It's fun. A reversal of some novels/comics where a cultivator joins a medieval fantasy world and pwns everyone. No idea why some ppl are butthurt as the examples above exists and no one raged at then.
Pacing is on point, well written, fun and quirky characters with distinct personalities. The world is a cultivator's bland one, but that's exactly the point as part of the satire.
Go read it if you like a dark comedy/satire.
One star came off for 2 points. First lack of challenge. Harold is just too OP. It's part of the gag, sure, but makes things a little stale. He's just walking and getting everything he wants with overwhelming power. If there's no battle challenge, the author should make some other kind, social ones for example. It's the superman conundrum of storytelling writing challenges when the character is too OP.
Second is the system. Harold's magic is based on D&D, with spells following the book's standards. It didn't need the litrpg system part. there's already the entire lore of weave and divinity inside dnd to justify magic, the levels/classes part is just a game mechanic that exists outside of the main lore to help gameplay.
Instead the author opted for a system as universal entity quantifying and providing things with levels and skills, etc. introducing the game mechanic into the lore but also skewering level numbers. A level 50 in dnd would be a god, here it's a guard.
Having followed some of the Author's other works, seems like he's a little obsessed with the litrpg aspect as all his novels have one. Here it's unecessary and contradicts his usage of dnd lore.
But yeah, all of this only takes one star and doesn't mean you shouldn't read. More like feedback in case the Author reads it.
I liked this a lot initially, but I've recently soured on it. I think this is because there is no tension at all to it. I enjoy an OP MC, but when the MC reaches a certain point it becomes boring. For me this chapter was that point, though its been near that point for the last few chapters. It also just gets a bit repetitive that half the humour comes from bad puns and the other half comes from the absurdity ofr the MCs power.
Don't get me wrong, its still well written, it just no longer appeals to me. The MC just walks into every situation head first and wins by virtue of being several scales of magnitude more powerful than everything else.
Spoilers of chap 29 ahead
The last straw for me was finding out that the MC's back up back up soul is apparently greater than the gods combined. Honestly where can we go from there?
So this story should have another tag. OP protaganist tagg. Stories that start with very powerfull MC's have the tendency to bore me immensly. There is no tension. And while most people might find the story interesting, its not if you are already familiar with both systems of power.
Spoiler: MC uses the magic system of D&D.
I've read Ravensdagger's other stuff and it's all so much better than this. This book really just feels like someone going to a pet shelter and finding the ugliest & stupidest puppies they can, and kicking them repeatedly, just because they're a cat person. The writing and grammar are decent, but plot, characterization, and story are all inspid. I don't like xianxia myself, but doing a takedown that consists of satirizing the absolute worst of it and kicking the crap out of it with a boring OP MC is not my cup of tea either.

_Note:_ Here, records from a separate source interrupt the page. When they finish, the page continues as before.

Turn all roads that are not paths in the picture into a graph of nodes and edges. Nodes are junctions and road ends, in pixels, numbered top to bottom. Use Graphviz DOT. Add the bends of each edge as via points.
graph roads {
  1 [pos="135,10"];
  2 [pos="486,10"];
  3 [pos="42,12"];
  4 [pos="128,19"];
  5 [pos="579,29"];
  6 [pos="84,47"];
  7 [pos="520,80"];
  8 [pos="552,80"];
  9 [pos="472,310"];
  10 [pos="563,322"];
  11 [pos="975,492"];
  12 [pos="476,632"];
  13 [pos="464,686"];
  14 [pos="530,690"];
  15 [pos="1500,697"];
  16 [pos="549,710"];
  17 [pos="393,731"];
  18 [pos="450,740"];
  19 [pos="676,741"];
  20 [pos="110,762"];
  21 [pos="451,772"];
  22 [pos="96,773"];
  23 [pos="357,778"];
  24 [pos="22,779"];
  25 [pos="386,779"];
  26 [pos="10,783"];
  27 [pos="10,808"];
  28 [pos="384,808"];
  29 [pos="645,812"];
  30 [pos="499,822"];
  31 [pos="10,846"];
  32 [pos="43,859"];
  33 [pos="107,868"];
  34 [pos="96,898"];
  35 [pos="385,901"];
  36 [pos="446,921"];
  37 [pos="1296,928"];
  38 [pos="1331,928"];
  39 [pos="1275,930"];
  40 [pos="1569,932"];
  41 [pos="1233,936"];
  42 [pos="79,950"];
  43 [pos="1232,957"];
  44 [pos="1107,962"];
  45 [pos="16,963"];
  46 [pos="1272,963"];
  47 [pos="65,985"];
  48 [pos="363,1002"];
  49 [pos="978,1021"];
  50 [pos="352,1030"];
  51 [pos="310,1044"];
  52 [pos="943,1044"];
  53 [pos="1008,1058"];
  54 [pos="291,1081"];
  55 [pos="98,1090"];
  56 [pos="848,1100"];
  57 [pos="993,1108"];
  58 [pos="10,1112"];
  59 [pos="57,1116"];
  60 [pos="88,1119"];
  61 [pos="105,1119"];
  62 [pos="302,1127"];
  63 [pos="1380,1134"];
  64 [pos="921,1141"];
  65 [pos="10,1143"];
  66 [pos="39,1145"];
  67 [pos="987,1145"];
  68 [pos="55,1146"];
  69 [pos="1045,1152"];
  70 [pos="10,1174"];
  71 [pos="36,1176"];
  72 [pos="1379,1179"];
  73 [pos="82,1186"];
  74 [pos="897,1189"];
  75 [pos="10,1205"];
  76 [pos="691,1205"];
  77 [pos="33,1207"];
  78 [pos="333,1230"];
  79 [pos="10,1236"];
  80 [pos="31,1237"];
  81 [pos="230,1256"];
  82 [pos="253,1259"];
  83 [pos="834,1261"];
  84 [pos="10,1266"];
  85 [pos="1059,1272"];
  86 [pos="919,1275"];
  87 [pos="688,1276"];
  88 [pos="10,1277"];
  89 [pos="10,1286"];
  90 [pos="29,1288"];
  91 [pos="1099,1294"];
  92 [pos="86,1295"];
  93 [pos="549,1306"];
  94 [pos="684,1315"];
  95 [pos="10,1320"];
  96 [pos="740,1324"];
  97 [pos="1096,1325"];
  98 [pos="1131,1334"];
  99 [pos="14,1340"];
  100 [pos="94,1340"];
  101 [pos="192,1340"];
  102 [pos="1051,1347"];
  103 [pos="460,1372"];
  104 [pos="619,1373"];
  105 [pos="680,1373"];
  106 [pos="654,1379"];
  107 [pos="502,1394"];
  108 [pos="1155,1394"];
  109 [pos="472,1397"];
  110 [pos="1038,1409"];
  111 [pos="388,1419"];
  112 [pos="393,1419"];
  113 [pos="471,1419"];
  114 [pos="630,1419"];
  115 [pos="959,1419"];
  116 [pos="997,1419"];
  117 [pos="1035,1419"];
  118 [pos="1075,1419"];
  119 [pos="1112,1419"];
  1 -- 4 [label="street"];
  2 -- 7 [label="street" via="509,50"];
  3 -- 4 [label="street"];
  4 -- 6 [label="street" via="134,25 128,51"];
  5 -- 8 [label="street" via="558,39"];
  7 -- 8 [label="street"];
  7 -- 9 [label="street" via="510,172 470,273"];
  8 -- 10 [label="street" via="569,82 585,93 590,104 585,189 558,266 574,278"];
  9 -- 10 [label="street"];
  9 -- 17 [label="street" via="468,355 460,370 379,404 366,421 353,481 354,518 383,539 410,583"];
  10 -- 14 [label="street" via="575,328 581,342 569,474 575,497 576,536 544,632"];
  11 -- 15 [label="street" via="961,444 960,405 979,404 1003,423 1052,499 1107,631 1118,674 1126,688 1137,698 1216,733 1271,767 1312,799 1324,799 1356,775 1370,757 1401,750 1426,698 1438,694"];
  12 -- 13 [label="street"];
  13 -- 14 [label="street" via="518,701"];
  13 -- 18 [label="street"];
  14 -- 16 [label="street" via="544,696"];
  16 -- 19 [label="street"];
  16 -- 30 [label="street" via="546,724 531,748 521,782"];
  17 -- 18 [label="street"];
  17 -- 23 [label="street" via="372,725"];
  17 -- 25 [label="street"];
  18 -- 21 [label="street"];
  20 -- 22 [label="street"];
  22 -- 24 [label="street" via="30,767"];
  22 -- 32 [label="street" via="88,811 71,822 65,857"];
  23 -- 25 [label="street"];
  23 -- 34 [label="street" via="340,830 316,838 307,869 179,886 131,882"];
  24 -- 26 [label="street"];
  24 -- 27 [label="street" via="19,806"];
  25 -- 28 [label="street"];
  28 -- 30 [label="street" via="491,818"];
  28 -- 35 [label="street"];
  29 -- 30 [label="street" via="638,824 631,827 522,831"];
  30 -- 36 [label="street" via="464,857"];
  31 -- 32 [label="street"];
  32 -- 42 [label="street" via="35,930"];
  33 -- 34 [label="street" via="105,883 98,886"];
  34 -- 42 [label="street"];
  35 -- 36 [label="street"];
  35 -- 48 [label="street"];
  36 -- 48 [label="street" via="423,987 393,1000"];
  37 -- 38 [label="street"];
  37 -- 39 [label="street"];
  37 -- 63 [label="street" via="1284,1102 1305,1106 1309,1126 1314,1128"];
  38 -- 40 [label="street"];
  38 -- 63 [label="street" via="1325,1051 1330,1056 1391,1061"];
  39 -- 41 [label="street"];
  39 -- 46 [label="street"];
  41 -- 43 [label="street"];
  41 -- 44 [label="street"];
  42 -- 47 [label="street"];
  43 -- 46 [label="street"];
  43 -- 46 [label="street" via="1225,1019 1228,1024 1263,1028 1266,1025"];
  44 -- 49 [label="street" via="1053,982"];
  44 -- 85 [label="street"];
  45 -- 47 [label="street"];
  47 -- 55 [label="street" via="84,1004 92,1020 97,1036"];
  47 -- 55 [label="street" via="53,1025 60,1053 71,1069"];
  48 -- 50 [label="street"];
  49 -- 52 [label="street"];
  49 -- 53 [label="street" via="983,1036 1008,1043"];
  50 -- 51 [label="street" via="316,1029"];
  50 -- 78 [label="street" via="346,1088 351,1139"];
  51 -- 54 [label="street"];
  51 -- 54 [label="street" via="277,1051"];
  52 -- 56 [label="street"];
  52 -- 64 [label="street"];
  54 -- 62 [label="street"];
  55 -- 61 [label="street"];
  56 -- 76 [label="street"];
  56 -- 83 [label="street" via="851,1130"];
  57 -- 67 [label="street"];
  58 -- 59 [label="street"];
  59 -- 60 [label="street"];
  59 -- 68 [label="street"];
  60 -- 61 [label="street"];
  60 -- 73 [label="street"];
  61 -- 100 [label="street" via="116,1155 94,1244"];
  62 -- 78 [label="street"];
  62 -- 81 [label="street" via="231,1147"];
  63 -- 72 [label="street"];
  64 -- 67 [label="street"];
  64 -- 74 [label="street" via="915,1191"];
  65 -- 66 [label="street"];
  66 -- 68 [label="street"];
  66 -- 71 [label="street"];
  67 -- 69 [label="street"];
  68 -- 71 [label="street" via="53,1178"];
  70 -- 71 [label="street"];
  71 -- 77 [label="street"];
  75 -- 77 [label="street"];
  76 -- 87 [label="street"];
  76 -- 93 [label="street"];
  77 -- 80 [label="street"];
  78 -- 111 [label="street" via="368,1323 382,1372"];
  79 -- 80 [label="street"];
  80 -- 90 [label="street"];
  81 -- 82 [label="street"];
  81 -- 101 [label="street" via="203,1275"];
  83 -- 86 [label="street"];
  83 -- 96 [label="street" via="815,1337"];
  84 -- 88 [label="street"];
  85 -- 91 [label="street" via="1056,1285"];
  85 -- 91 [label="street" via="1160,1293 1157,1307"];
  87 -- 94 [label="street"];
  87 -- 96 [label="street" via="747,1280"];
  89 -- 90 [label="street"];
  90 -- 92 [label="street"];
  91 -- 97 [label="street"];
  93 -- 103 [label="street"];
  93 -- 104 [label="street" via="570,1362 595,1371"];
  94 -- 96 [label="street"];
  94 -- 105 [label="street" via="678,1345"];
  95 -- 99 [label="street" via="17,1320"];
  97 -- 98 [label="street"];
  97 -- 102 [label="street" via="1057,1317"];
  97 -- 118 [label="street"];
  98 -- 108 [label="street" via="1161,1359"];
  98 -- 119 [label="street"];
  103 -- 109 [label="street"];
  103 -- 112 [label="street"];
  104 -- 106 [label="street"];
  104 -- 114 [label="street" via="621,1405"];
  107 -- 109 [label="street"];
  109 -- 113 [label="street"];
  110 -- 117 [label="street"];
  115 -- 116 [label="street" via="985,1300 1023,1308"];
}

Tbh it's better read as a satire of how boring OP D&D mages can be. Would totally re-review if at the end that was the plot twist.
At some point, the awkward perspective and thrust of a western power colonising and 'pwning those backwards orientals' becomes disturbingly archaic. And more than disappointing...especially coming from this author.
Whilst I recognise the need to tell stories, please respect the need also to call an author out on their biases.
I'm leaving a basic review as the story is still on its first actual chapter, but what I've read so far has been a delight. I'm especially interested to see the cultural clash between what appears to be a western fantasy LitRPG lich and a Wuxia/Xianxia setting. This is only further increased by the clear methodical and scientific mindset of the MC as contrasted by the far more esoteric practices commonly seen in Wuxia. "The Dao that is spoken is not the True Dao." meets "Any sufficiently analyzed magic is indistinguishable from Science!" The clash should be fantastic.
Funny satire of the common tropes of cultivation novels.
If you're a diehard fan of those, consider not reading.
If you're a fan and can handle the jokes, let's laugh together at the not-so-adventurous unlife of a lich with too much power after he sleeps for two thousand years and wakes up just to see that the leveling system he was used to doesn't quite work anymore.
Oh, expect lots of un-dad jokes. They may tickle your funny bone.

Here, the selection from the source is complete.